We install Perl modules into repos that we deploy from. Rarely, we put pure-Perl modules into our main repo of source code because either we expect to have to make progressive changes to the module or (even more rarely) because there is less overhead (and lead time) in deploying just the one repo.

Mostly, we install modules into a "Perl modules" repo which we deploy as part of setting up a system. Such repos have a separate directory for each platform we deploy to. We get the modules into the repo by checking out the appropriate subdirectory on an appropriate system and using whatever tools to install the module into that subdirectory.

Rarely we fix bugs in a "Perl modules" repo. So it is good to have "deploy" just be "copy the files" not crazy things like "run this tool" or even "compile this code". Much more worrying would be if deploy included "download this list of modules". It is also good that the work of getting a module installed only has to be done once per module per platform.

Unfortunately, the people maintaining theses repos failed to keep track of which versions of which modules have been included. So we have a backlog item to catalog that information (as a pre-requisite for evaluating the impact of standardizing on a newer version of Perl yet again).

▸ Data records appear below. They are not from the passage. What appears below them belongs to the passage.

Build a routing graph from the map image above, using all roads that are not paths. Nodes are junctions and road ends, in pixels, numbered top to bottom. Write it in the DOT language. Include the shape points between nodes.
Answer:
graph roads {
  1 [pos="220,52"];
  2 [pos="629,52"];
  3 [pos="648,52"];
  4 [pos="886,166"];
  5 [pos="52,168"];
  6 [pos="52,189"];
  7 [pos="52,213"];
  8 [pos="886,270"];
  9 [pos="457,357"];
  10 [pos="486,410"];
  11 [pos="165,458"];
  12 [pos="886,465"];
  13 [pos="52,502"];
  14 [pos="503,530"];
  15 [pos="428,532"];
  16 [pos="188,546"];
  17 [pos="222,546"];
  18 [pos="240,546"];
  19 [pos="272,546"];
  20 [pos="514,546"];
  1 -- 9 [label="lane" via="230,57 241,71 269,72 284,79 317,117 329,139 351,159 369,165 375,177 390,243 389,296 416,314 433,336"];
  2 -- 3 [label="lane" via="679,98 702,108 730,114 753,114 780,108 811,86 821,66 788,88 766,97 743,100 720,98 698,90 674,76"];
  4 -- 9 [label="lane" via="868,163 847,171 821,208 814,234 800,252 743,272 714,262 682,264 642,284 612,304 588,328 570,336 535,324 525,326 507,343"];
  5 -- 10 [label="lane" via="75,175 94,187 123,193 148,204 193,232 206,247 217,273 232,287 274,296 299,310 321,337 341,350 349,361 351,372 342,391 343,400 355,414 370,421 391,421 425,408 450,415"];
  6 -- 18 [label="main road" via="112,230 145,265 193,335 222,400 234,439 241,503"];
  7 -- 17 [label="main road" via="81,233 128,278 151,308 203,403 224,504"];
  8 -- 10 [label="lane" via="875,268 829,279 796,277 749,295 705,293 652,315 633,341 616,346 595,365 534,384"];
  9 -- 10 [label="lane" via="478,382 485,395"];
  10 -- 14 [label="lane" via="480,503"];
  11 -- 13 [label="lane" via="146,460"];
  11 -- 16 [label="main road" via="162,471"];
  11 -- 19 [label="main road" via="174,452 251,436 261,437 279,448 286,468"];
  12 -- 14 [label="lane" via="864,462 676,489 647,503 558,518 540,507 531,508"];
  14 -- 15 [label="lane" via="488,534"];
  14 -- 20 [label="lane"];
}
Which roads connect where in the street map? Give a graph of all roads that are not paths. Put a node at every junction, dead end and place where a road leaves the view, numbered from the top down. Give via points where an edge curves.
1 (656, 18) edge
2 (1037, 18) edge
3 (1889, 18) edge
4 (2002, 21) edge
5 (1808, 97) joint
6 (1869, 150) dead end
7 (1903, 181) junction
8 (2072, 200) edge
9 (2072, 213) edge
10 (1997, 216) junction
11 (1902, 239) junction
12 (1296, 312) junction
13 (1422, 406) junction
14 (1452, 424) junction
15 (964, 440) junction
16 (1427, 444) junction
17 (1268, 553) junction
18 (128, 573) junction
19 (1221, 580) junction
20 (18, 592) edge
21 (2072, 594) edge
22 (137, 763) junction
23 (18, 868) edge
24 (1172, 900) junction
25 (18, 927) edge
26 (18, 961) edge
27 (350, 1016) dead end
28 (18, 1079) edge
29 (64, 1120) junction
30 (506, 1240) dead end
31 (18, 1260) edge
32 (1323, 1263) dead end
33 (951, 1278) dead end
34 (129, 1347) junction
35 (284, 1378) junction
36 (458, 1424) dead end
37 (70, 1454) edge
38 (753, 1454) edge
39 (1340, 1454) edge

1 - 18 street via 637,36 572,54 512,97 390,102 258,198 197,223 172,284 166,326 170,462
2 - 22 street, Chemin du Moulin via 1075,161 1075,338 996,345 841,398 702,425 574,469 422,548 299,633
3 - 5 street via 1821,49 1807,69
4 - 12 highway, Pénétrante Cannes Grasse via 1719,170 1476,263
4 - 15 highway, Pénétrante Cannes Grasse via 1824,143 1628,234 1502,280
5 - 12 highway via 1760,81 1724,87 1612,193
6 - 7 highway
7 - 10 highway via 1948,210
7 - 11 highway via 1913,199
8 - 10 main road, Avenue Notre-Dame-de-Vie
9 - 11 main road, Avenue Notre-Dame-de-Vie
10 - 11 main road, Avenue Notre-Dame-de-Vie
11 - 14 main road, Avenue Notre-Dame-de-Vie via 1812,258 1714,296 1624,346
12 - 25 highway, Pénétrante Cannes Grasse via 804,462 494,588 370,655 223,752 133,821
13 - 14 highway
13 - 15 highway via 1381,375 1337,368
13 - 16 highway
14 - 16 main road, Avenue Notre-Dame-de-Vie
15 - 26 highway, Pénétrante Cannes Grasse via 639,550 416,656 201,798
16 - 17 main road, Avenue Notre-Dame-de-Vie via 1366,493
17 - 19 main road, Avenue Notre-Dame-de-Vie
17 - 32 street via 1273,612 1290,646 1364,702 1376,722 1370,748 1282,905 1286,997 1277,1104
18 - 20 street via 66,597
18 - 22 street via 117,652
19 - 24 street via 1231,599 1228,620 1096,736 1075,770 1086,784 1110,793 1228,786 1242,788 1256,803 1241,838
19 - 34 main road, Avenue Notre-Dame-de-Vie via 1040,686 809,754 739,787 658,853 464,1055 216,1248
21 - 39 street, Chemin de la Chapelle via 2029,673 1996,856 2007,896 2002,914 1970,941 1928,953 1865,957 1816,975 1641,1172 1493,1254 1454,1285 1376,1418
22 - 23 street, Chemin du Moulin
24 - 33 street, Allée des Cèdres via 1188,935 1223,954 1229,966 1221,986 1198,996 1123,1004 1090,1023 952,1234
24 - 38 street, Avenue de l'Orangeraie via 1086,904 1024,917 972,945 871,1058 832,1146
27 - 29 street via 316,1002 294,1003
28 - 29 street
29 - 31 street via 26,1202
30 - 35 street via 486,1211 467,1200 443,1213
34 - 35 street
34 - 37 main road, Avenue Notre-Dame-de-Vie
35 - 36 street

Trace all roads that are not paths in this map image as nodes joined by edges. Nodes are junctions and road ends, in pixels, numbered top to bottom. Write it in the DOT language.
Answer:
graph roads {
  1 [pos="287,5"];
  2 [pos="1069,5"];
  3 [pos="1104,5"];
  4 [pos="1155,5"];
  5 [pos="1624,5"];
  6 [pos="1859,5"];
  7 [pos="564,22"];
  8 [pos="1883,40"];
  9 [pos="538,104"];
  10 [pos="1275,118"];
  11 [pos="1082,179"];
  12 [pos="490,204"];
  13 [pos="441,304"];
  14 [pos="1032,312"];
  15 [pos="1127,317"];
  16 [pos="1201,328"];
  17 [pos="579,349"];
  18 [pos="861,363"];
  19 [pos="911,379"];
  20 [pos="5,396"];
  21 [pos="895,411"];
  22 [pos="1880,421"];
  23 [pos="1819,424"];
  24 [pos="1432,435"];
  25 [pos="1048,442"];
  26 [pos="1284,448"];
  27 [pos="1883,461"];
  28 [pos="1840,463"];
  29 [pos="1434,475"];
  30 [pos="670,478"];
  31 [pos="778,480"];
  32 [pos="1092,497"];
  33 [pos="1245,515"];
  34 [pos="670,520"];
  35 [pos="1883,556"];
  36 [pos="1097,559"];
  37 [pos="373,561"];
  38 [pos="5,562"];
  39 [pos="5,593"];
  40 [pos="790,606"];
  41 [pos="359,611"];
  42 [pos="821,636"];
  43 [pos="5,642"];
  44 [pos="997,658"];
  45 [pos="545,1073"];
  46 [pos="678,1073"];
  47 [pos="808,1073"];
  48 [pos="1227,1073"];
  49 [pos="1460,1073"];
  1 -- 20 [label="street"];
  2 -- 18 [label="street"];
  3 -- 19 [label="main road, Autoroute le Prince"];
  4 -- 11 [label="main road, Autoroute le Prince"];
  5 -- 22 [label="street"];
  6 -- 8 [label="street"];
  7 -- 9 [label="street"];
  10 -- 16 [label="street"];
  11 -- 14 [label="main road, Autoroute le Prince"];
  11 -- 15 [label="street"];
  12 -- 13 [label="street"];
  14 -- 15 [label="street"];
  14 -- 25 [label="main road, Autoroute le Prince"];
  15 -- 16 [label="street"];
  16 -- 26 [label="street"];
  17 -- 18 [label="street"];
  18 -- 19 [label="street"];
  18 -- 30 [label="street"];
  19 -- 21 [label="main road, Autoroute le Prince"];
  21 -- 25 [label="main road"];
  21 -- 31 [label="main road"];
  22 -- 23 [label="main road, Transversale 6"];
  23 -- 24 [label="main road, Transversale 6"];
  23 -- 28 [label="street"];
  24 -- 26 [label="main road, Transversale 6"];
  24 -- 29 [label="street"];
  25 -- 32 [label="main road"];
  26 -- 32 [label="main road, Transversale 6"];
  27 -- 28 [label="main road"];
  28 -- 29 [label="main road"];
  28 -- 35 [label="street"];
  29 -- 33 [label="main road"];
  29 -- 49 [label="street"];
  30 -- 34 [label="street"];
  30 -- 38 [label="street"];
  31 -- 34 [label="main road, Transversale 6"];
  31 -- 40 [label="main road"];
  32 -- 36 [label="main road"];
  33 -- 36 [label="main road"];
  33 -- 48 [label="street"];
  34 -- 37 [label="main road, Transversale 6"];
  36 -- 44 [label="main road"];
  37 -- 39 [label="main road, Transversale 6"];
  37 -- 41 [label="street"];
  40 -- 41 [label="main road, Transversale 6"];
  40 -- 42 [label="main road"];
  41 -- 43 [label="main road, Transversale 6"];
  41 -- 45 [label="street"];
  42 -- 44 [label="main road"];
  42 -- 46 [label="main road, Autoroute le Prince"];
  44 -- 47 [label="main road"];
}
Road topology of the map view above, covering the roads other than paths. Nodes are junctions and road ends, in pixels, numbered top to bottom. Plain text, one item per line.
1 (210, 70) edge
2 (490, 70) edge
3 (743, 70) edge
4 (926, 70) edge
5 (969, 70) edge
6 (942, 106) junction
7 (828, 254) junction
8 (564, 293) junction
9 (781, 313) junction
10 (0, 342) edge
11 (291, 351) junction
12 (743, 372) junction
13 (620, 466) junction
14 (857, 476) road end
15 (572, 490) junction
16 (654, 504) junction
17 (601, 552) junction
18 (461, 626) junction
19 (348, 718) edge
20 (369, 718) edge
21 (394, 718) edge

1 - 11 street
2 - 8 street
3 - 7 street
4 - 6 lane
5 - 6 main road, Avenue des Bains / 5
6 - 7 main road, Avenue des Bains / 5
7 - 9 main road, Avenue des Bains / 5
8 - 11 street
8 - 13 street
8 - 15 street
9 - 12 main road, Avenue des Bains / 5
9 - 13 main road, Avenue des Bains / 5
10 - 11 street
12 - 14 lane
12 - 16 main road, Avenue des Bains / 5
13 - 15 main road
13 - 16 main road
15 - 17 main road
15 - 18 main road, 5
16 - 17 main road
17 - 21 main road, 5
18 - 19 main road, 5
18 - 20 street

It is good that the repo tracks what files got changed when. They just don't directly track which module distribution(s) got installed that caused those files to be added or updated. But it is also true that not all changes are due to installing a new version of a module, so using a repo is important, IMHO.

"Perl module" repos tend to be specific to a particular product / team. We have a small number of approved builds of Perl that are in a "Perl binary" repo with a separate subdirectory per Perl build per platform. For example, we might have two approved builds of Perl 5.10.1, named perl-5.10.1-1 and perl-5.10.1-2, so we'll have a subdirectory for each supported platform for each of those builds.

Each team picks the build of Perl that they will use and so have "perl-5.10.1-2" in their project configuration files. So the team for the Fluff project ends up with fluff/bin/perl being a symbolic link to /site/perl/perl-5.10.1-2/bin/perl.

And that means that all the modules that get added to the fluff-perl-modules and fluff-perl-graphics and fluff-perl-mason module repos are installed using /site/fluff/bin/perl.

We will probably evaluate some tools for managing a stable of modules for the purpose of simplifying and/or automating:

  1. Tracking which versions of which modules are currently in a specific module repo
  2. Batching up the building of all those modules when a new platform needs to be supported
  3. Predicting the impact of upgrading one or more of the modules (which other modules will also need to be updated)

I doubt we'll get to the point of automating the step of, when we have new version(s) of module(s) to add, "for each supported platform, go to an appropriate 'build host', check out the appropriate subdirectory, install the list of new module versions, test, check in".

And I suspect that step (2) (as very rarely as it happens) can require going to backpan to get the same version of the module as we're using on all of the existing platforms. We do that because upgrading a module version is much more likely to cause problems, IME, than upgrading Perl versions or switching platforms (now that I don't have to deal with AI/X, HP/UX, nor Solaris). And because we don't bother to archive the distribution tar balls that we downloaded (which is probably a mistake -- that's something that any tool attempting to address this problem space should be capable of doing automatically).